START Recorded data

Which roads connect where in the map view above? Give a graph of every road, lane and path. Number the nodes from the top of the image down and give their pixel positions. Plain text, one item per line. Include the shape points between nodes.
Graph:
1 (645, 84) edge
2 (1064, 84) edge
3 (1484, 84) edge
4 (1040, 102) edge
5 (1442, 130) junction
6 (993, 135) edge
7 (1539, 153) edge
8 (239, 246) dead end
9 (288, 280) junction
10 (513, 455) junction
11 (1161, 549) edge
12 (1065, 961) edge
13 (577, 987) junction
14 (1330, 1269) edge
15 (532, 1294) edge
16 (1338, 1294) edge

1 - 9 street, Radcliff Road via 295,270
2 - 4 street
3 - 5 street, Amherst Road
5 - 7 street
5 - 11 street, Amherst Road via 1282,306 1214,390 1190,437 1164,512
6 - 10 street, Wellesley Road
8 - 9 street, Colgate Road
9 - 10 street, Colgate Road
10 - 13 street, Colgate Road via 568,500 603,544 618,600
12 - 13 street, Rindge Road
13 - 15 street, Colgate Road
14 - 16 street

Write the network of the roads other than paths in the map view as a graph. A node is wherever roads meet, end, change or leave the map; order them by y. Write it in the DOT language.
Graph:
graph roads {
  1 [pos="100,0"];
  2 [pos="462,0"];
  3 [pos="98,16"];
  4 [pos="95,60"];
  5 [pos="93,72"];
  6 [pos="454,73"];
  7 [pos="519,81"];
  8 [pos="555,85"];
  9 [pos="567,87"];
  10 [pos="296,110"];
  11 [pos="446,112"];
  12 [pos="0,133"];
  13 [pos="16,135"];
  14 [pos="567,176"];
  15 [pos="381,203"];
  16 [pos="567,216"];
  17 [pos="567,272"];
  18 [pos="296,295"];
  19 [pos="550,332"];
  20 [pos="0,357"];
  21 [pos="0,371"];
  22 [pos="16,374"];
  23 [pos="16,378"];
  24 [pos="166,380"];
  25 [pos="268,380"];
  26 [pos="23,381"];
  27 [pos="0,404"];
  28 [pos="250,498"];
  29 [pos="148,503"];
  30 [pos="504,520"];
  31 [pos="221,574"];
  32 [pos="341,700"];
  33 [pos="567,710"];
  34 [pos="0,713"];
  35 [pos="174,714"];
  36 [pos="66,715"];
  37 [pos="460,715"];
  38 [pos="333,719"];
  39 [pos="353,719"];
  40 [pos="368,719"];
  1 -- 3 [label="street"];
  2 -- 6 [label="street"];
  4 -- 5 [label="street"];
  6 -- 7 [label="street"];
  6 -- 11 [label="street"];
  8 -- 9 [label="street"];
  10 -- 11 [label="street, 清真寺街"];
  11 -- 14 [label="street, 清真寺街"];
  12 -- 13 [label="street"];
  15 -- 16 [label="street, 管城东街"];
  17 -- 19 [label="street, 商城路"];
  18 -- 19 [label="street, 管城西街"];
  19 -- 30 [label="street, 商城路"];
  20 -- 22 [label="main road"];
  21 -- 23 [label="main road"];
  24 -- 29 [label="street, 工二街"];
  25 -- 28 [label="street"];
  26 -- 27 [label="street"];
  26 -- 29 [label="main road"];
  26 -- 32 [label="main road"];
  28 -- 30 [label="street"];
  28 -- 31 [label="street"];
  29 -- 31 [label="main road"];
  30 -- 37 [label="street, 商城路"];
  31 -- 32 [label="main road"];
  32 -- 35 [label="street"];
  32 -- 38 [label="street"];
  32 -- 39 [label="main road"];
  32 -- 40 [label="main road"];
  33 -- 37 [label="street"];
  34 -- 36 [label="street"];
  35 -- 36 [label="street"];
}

END Recorded data

*Brief*
What you retype should run from the first line of the entries above through the line containing "Write the network", exactly and in full.

*Answer to this problem*
Which roads connect where in the map view above? Give a graph of every road, lane and path. Number the nodes from the top of the image down and give their pixel positions. Plain text, one item per line. Include the shape points between nodes.
Graph:
1 (645, 84) edge
2 (1064, 84) edge
3 (1484, 84) edge
4 (1040, 102) edge
5 (1442, 130) junction
6 (993, 135) edge
7 (1539, 153) edge
8 (239, 246) dead end
9 (288, 280) junction
10 (513, 455) junction
11 (1161, 549) edge
12 (1065, 961) edge
13 (577, 987) junction
14 (1330, 1269) edge
15 (532, 1294) edge
16 (1338, 1294) edge

1 - 9 street, Radcliff Road via 295,270
2 - 4 street
3 - 5 street, Amherst Road
5 - 7 street
5 - 11 street, Amherst Road via 1282,306 1214,390 1190,437 1164,512
6 - 10 street, Wellesley Road
8 - 9 street, Colgate Road
9 - 10 street, Colgate Road
10 - 13 street, Colgate Road via 568,500 603,544 618,600
12 - 13 street, Rindge Road
13 - 15 street, Colgate Road
14 - 16 street

Write the network of the roads other than paths in the map view as a graph. A node is wherever roads meet, end, change or leave the map; order them by y. Write it in the DOT language.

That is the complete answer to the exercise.